WORK ITEM
Hunt for the word "nodes" across the entries below, copying each line that holds it.

Collected data entries
--- START ---

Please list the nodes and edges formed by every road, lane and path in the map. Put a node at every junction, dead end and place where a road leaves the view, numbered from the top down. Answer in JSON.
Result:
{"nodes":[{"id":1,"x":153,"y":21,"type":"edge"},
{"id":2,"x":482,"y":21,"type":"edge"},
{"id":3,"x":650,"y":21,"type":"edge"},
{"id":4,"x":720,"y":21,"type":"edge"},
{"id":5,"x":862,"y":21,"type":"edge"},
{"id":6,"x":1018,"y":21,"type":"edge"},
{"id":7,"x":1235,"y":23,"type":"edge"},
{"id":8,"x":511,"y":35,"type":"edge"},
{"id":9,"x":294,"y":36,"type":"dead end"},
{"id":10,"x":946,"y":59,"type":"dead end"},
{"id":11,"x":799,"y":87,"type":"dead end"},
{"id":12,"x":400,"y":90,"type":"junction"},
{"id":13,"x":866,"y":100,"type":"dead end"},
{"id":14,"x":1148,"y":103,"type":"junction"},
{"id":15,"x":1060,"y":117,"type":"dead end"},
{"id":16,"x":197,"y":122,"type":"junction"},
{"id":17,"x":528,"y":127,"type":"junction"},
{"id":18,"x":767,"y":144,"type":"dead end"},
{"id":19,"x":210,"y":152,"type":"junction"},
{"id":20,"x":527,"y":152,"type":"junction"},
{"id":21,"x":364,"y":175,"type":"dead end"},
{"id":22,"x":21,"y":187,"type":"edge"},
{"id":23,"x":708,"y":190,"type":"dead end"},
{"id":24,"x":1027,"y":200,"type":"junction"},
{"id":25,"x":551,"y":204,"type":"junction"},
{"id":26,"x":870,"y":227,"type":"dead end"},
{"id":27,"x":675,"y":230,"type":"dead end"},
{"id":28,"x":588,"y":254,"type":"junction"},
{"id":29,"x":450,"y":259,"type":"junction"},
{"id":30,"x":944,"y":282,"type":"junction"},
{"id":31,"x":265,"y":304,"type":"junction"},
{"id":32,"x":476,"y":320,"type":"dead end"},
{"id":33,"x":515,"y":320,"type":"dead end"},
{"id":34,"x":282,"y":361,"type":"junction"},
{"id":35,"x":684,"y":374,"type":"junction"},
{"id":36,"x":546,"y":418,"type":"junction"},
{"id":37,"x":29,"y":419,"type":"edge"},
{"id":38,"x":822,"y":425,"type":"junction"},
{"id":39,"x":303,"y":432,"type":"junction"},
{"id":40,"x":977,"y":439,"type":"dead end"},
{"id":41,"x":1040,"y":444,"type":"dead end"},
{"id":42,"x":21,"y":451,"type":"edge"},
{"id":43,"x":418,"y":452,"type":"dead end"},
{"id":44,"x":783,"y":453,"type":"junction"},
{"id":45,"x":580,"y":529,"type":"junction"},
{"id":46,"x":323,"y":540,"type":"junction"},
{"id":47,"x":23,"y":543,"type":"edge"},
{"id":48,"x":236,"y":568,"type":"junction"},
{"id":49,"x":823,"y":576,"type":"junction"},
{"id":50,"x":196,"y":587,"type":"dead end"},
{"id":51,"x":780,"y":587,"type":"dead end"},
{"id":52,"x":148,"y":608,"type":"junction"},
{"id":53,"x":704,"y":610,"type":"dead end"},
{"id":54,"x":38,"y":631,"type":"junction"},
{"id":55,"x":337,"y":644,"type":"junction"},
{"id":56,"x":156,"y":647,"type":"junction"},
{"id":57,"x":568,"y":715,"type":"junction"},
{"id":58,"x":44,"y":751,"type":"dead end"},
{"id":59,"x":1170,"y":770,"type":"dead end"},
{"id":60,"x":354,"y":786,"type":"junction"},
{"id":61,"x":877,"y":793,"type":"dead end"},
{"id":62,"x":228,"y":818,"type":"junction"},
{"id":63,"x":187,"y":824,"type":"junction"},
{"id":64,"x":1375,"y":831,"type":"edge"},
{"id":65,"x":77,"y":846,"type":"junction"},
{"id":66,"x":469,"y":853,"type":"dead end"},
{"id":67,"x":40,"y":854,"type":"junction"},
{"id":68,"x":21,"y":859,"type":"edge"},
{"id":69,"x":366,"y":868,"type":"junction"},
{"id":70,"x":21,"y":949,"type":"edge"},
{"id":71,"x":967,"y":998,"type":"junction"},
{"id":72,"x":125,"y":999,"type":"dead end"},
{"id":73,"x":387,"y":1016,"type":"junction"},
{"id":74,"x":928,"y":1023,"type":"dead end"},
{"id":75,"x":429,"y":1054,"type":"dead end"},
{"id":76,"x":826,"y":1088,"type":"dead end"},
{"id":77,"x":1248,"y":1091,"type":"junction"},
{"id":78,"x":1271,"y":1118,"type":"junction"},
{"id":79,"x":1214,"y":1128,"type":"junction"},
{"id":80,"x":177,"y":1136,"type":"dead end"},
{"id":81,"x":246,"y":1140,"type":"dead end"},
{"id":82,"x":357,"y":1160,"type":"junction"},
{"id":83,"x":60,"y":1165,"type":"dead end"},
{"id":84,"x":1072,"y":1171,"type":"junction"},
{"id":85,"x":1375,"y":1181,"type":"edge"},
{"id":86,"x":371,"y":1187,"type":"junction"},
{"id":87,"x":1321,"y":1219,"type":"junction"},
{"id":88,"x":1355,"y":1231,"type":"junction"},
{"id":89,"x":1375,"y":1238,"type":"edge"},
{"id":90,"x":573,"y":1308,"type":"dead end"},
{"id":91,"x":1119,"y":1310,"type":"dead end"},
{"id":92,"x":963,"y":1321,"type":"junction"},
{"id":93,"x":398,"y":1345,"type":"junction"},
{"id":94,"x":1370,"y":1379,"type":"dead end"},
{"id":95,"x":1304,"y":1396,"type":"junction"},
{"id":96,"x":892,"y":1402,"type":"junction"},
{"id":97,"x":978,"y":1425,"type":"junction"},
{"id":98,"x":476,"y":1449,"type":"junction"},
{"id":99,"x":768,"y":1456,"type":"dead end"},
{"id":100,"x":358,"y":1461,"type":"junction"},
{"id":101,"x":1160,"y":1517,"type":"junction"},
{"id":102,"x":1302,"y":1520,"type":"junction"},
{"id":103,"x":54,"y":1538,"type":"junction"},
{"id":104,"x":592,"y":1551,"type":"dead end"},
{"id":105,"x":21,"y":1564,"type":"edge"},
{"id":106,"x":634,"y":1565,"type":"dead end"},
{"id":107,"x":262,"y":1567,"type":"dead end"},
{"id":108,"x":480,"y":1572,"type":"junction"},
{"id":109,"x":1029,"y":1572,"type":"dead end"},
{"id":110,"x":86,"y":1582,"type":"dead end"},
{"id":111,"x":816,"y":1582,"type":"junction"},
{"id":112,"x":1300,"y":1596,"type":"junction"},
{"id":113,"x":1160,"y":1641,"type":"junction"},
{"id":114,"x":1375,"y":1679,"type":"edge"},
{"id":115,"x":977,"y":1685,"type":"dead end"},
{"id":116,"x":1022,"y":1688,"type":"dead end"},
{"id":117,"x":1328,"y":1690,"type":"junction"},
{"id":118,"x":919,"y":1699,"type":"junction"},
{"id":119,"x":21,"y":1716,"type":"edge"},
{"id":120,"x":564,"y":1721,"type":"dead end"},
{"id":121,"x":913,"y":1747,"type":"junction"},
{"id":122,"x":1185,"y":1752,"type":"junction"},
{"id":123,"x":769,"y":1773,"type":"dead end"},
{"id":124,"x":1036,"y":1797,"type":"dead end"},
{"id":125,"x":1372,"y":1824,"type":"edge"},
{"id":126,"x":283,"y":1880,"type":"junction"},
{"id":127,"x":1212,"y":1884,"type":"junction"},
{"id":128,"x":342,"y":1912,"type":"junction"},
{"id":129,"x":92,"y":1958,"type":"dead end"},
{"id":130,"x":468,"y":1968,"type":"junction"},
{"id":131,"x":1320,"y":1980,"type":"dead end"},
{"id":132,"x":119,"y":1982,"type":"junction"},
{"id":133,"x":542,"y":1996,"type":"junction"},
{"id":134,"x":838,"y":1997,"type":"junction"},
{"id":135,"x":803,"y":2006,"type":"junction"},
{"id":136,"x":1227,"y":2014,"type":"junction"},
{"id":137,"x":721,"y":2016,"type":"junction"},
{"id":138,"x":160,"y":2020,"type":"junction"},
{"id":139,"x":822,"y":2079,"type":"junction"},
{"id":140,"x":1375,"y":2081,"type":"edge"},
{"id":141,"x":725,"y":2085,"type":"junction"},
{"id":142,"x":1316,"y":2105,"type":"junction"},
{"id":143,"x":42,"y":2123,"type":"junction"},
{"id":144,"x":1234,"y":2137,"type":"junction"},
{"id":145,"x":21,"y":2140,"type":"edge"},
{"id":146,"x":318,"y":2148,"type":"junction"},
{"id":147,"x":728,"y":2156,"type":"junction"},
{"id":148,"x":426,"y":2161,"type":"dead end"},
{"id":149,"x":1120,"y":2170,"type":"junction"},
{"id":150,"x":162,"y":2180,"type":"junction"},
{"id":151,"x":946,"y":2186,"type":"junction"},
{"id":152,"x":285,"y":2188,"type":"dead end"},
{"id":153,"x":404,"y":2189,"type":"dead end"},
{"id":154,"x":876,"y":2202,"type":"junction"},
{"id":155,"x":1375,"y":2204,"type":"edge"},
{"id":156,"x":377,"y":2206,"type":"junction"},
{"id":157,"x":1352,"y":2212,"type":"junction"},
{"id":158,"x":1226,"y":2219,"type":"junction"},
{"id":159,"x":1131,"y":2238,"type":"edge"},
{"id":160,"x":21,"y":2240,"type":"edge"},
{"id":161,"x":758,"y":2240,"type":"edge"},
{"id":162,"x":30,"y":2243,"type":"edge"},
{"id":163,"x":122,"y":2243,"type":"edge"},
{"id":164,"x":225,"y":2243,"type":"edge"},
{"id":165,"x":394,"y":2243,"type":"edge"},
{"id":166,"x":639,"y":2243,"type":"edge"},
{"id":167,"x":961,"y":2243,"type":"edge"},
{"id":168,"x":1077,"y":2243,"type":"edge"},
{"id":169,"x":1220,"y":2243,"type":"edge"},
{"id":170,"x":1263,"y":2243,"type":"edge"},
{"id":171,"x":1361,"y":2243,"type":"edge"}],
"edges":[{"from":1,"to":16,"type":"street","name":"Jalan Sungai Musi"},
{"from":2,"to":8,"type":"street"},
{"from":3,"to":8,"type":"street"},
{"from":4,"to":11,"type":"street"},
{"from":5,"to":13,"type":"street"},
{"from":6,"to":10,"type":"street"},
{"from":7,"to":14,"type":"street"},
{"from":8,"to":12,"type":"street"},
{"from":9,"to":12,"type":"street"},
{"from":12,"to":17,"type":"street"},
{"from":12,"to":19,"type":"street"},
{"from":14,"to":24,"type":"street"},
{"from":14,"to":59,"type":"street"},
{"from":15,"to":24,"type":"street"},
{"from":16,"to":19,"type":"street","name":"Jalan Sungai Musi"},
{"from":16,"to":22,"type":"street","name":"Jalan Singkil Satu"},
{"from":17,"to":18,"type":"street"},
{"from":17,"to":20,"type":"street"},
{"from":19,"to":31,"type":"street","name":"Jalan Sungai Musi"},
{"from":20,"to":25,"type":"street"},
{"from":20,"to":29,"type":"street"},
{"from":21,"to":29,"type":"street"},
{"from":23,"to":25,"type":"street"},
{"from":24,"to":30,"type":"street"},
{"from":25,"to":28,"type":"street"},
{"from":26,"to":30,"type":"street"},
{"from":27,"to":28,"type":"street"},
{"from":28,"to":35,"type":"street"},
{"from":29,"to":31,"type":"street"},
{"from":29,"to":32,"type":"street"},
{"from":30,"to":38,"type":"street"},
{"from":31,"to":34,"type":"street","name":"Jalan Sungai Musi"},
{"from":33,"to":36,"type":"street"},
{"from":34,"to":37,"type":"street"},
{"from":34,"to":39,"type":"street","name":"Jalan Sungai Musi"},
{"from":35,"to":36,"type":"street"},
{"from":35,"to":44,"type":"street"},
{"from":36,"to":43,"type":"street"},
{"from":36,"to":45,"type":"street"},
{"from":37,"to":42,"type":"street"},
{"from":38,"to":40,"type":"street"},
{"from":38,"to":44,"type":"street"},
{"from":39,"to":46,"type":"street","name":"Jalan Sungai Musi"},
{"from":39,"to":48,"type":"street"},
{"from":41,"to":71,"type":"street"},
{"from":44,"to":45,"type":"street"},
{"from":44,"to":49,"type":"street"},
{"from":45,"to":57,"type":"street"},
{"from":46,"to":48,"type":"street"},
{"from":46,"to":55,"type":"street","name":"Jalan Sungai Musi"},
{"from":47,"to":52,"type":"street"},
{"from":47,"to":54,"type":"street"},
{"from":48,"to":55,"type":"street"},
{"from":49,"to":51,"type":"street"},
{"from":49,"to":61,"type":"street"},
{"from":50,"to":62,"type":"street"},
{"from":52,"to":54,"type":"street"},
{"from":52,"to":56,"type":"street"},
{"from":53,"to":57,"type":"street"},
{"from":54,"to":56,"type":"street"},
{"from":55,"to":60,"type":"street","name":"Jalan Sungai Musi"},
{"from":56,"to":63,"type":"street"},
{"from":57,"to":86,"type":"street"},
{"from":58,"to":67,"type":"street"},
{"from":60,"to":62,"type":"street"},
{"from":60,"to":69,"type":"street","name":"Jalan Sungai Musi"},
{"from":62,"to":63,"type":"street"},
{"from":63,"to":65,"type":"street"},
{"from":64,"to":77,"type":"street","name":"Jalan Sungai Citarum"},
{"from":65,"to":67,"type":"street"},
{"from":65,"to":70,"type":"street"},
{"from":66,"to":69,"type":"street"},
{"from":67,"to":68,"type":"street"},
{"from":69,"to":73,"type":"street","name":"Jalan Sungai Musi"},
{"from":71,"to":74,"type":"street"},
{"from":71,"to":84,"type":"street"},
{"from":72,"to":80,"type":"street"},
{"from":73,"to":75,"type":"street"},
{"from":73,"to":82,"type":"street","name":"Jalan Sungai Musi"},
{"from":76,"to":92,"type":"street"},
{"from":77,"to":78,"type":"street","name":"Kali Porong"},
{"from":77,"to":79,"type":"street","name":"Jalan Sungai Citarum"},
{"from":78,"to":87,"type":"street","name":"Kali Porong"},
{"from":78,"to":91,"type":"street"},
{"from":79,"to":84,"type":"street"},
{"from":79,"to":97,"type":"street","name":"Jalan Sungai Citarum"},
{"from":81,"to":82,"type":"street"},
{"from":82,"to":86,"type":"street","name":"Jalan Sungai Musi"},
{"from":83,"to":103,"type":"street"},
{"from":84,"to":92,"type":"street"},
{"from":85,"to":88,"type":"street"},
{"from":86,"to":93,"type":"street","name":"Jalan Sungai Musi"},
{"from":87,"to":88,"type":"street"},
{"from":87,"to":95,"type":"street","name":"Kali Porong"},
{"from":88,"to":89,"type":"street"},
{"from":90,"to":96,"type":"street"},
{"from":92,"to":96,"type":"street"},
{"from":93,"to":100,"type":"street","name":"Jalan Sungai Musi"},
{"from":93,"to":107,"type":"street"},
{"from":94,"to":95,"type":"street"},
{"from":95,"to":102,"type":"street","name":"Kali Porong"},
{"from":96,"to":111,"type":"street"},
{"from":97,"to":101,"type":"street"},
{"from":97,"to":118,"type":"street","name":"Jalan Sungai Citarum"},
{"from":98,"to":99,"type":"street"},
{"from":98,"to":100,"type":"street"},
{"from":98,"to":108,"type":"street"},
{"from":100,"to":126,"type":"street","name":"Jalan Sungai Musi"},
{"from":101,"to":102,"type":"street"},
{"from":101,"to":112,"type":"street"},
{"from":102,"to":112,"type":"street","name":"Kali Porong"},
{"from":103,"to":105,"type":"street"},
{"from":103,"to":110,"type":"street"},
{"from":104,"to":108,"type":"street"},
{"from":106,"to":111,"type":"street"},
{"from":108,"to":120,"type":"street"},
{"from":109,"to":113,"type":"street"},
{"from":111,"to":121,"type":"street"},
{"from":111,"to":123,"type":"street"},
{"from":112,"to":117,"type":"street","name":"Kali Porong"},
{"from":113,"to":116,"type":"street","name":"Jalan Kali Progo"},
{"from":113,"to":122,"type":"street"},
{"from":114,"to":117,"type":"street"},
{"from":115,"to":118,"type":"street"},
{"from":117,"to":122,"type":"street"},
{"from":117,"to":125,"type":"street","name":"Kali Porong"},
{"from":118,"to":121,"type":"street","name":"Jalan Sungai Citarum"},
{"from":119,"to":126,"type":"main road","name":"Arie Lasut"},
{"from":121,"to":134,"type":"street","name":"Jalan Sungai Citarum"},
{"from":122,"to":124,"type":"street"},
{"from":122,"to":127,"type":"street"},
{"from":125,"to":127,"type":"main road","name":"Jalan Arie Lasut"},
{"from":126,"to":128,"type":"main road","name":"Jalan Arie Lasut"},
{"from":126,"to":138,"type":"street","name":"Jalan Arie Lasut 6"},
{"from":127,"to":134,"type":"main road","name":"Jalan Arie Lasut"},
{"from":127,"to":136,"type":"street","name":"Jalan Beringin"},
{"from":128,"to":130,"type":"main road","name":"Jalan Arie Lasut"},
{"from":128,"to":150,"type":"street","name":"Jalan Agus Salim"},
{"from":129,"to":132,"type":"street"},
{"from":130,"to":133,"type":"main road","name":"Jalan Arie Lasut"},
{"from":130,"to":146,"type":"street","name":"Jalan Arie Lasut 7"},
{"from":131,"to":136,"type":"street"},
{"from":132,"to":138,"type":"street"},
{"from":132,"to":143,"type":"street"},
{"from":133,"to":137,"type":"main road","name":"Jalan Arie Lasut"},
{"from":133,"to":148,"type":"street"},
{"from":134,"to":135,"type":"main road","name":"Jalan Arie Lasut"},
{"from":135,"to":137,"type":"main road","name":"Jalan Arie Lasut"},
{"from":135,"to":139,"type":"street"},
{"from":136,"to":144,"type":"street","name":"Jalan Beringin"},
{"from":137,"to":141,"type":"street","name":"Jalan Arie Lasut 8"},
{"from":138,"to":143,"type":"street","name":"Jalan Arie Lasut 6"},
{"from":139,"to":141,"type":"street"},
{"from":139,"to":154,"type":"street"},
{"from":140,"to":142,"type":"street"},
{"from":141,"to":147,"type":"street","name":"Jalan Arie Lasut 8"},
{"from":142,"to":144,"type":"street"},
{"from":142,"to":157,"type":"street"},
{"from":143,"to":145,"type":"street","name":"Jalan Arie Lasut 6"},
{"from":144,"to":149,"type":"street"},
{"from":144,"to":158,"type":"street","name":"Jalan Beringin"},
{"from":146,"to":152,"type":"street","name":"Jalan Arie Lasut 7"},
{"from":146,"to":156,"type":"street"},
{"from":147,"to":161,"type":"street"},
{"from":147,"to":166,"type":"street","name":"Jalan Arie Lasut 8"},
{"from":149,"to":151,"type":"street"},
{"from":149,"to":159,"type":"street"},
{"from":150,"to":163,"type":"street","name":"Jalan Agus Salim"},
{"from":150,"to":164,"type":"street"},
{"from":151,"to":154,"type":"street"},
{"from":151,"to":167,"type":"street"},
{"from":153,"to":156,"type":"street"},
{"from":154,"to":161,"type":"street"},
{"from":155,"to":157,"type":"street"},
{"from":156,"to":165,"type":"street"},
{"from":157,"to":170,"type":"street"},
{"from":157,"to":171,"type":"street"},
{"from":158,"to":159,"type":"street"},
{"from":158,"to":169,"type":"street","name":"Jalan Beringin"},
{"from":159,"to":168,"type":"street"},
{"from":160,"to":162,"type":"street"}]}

--- END ---

YOUR RESPONSE
Please list the nodes and edges formed by every road, lane and path in the map. Put a node at every junction, dead end and place where a road leaves the view, numbered from the top down. Answer in JSON.
{"nodes":[{"id":1,"x":153,"y":21,"type":"edge"},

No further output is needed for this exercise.